Segment Start: Data extract

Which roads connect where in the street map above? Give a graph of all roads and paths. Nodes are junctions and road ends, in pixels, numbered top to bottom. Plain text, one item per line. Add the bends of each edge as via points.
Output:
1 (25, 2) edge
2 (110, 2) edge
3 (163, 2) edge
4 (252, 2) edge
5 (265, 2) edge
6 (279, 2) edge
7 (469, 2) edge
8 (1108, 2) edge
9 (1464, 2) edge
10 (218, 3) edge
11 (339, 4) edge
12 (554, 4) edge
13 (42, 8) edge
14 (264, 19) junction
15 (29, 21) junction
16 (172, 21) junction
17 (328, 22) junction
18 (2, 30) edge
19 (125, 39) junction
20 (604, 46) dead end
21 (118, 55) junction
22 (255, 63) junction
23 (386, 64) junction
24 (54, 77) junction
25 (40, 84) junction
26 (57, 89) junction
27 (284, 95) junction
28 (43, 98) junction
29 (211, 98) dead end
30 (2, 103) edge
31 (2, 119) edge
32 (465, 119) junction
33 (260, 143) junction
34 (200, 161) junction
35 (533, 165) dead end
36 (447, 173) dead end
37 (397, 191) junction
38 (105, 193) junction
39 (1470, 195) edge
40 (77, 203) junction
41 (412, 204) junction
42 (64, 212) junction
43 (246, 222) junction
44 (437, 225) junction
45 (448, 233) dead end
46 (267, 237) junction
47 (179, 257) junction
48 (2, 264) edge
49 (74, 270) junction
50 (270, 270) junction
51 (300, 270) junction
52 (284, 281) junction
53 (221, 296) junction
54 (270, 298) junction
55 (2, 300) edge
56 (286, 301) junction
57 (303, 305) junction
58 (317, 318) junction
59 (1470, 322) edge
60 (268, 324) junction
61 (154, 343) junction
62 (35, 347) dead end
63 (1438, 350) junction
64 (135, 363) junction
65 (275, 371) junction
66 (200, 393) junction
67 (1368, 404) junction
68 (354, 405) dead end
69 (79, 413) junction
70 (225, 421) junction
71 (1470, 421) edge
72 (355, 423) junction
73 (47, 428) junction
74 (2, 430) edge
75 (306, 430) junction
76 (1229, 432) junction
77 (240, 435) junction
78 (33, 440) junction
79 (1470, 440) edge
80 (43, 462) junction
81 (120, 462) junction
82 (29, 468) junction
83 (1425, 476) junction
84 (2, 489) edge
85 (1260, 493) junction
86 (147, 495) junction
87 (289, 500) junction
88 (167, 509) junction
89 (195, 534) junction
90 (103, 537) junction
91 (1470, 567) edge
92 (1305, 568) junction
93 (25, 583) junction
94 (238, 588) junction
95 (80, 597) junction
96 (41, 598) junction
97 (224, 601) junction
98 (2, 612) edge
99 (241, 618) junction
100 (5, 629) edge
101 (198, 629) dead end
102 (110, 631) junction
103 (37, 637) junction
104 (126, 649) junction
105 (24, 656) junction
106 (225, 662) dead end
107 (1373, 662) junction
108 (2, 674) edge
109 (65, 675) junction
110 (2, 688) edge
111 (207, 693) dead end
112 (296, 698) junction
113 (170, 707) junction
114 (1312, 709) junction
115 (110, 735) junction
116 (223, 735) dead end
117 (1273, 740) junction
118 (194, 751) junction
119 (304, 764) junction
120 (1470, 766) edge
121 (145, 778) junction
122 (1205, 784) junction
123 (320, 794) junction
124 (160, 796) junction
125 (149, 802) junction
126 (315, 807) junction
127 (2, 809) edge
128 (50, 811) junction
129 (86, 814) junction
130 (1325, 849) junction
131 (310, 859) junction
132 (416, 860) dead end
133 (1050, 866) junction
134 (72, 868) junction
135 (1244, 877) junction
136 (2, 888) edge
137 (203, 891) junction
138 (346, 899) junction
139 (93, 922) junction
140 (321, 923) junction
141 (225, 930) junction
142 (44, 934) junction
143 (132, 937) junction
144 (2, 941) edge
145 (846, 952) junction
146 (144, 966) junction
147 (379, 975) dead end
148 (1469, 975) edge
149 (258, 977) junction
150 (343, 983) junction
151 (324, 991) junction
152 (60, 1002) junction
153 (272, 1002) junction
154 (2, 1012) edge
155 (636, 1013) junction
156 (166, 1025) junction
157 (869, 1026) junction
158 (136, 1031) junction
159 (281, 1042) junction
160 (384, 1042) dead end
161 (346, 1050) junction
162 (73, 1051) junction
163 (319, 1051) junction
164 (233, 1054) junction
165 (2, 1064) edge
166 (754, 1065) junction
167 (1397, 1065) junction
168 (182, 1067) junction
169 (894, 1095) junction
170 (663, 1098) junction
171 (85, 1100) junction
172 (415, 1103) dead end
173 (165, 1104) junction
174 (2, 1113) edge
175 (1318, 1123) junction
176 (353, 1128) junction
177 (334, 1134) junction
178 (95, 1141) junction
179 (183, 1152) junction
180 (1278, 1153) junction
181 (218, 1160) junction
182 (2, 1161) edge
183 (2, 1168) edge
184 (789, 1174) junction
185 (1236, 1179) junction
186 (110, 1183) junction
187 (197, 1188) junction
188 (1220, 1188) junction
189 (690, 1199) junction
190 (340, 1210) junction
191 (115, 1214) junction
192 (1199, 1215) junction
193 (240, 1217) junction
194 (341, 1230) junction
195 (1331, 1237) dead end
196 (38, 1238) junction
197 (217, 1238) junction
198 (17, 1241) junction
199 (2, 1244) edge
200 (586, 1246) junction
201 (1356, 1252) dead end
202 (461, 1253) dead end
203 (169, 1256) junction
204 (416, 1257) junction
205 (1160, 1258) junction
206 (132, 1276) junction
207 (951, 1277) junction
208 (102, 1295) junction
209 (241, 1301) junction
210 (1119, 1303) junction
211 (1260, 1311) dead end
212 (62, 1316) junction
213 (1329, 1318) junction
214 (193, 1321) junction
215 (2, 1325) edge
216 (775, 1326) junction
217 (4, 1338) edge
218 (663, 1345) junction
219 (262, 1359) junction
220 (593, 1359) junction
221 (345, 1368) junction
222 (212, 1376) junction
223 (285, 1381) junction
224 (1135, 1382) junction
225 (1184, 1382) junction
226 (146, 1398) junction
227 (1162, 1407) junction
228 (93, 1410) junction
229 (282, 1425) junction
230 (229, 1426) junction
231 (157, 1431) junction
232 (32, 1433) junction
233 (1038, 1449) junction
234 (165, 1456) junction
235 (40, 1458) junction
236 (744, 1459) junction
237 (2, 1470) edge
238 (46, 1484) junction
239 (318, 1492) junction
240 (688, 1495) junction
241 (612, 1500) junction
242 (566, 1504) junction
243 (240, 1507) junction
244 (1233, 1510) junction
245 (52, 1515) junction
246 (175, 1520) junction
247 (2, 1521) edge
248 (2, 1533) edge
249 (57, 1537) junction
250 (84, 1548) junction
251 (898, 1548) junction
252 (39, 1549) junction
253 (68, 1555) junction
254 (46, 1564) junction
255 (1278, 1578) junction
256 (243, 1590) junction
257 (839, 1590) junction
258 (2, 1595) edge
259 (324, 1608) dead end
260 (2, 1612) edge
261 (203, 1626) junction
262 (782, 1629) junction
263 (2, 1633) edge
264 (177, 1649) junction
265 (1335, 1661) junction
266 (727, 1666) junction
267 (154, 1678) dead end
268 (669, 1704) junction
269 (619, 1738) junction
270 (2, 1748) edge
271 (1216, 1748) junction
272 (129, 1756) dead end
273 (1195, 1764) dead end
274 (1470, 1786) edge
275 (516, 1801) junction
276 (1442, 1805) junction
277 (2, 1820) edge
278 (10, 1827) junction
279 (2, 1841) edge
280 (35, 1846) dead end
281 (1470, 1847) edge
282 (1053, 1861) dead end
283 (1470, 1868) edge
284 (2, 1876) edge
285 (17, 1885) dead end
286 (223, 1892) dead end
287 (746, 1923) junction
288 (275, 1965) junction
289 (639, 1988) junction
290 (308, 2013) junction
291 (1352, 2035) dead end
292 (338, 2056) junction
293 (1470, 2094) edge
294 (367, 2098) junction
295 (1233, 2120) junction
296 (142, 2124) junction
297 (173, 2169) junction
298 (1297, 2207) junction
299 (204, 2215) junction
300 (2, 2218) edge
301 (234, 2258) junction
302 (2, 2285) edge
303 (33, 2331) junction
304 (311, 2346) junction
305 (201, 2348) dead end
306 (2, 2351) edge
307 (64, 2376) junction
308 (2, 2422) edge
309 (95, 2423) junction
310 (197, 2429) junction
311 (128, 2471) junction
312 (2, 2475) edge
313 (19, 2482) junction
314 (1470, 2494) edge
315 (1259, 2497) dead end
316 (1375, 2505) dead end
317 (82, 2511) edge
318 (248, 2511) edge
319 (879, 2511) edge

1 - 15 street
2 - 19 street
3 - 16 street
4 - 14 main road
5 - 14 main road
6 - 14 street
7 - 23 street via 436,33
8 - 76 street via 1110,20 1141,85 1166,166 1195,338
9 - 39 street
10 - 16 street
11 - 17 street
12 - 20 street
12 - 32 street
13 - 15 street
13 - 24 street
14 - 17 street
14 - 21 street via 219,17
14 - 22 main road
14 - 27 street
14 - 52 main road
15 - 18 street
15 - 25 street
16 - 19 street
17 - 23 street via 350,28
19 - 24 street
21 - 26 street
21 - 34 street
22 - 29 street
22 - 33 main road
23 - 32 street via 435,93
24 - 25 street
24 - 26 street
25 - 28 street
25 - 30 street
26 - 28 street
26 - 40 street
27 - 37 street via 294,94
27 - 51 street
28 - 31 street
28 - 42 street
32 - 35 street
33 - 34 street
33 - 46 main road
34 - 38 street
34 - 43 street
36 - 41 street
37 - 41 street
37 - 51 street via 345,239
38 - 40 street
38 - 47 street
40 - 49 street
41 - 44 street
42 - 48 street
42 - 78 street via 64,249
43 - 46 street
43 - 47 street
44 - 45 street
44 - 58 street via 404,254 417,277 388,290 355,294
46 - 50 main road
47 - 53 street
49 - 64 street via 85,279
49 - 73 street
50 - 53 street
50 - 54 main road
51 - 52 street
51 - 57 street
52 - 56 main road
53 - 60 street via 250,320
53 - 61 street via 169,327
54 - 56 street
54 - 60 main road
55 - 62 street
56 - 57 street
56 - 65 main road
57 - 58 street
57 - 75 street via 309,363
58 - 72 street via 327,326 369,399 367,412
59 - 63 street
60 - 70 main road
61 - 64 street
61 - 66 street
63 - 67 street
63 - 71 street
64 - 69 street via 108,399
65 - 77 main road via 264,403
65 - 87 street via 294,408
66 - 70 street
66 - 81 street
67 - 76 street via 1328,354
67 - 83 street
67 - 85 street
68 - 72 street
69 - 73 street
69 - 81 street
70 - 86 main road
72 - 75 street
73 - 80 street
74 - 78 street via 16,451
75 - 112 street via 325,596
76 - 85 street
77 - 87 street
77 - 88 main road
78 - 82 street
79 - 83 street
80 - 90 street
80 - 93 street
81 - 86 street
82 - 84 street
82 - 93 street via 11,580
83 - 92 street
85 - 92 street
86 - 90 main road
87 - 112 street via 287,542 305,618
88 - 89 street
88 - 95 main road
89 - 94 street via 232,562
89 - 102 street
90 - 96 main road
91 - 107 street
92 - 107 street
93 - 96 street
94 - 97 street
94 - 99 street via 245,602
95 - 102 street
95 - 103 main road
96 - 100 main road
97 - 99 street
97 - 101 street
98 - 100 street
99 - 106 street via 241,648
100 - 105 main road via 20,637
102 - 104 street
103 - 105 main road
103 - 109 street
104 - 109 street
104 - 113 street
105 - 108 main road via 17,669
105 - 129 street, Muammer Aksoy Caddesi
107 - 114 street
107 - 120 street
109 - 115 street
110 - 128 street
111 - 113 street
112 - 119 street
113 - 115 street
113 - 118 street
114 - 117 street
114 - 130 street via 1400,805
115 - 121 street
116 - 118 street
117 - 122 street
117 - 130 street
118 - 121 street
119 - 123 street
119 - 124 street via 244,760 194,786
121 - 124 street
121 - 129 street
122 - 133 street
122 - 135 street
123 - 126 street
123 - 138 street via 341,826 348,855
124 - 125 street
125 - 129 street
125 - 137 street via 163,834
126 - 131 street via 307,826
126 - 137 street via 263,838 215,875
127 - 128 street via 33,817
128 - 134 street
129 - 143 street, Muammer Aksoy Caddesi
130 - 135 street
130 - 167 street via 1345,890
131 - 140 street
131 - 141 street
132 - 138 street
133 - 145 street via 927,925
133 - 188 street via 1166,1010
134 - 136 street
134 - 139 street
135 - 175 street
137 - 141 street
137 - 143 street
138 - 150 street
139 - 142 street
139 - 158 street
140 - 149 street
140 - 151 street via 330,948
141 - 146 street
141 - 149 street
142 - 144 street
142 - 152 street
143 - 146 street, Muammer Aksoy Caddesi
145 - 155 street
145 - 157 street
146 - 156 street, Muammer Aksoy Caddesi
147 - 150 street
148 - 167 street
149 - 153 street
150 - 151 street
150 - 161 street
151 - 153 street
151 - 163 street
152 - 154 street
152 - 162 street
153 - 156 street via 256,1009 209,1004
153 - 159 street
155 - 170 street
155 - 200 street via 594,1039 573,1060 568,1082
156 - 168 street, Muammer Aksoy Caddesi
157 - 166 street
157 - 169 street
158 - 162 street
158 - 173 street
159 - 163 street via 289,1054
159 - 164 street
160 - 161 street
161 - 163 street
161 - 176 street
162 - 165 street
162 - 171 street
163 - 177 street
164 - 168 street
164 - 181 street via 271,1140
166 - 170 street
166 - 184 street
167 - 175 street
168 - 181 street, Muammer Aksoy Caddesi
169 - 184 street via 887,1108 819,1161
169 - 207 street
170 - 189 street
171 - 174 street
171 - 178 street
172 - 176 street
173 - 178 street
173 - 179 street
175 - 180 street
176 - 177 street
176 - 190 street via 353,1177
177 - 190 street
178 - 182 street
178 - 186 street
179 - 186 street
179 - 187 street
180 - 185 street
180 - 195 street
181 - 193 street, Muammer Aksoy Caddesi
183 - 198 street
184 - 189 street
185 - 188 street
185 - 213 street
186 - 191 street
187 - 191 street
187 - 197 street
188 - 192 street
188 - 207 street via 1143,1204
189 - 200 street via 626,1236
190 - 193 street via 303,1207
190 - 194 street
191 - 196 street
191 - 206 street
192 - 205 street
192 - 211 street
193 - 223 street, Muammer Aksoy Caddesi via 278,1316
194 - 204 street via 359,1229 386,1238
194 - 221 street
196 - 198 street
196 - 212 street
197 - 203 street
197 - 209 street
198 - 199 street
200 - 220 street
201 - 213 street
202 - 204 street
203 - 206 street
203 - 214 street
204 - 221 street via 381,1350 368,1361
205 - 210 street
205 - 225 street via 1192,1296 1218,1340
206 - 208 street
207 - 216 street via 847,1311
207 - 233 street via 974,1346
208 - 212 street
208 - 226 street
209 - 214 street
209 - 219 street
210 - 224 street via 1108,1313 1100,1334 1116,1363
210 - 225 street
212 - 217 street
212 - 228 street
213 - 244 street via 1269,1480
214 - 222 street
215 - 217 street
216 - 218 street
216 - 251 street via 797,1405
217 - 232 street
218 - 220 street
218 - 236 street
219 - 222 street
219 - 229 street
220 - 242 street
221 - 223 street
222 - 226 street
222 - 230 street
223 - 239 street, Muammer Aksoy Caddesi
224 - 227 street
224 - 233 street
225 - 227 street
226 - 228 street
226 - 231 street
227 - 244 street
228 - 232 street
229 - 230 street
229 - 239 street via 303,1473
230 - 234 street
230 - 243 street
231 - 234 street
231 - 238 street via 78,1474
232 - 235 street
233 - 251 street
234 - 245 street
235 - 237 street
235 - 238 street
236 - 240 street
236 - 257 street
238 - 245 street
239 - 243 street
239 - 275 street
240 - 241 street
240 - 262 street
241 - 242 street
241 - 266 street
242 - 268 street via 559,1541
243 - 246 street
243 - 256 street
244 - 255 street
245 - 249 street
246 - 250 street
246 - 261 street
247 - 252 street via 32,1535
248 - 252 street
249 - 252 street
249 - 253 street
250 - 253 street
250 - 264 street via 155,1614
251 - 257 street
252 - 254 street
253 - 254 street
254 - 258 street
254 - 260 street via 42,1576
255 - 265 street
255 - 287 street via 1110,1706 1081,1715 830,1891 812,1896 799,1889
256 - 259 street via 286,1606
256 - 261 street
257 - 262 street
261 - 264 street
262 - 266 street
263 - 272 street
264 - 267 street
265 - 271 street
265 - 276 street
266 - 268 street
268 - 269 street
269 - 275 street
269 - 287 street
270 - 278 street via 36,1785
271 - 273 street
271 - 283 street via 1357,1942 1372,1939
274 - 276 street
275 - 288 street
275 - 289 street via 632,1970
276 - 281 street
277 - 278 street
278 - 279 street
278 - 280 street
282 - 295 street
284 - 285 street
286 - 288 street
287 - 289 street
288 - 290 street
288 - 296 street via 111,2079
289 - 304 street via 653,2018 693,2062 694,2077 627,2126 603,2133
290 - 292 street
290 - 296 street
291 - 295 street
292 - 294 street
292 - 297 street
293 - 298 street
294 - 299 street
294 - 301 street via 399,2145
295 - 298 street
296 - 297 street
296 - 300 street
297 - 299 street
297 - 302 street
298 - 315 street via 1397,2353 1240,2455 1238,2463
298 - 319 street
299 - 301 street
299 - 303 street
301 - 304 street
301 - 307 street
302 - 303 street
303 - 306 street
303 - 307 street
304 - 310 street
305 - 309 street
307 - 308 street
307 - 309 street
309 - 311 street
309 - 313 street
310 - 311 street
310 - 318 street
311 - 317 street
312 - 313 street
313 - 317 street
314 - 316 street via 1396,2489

Segment End: Data extract

Task
Scan the data above for the word "Aksoy" and report every line where it is found.

Solution to this exercise
105 - 129 street, Muammer Aksoy Caddesi
129 - 143 street, Muammer Aksoy Caddesi
143 - 146 street, Muammer Aksoy Caddesi
146 - 156 street, Muammer Aksoy Caddesi
156 - 168 street, Muammer Aksoy Caddesi
168 - 181 street, Muammer Aksoy Caddesi
181 - 193 street, Muammer Aksoy Caddesi
193 - 223 street, Muammer Aksoy Caddesi via 278,1316
223 - 239 street, Muammer Aksoy Caddesi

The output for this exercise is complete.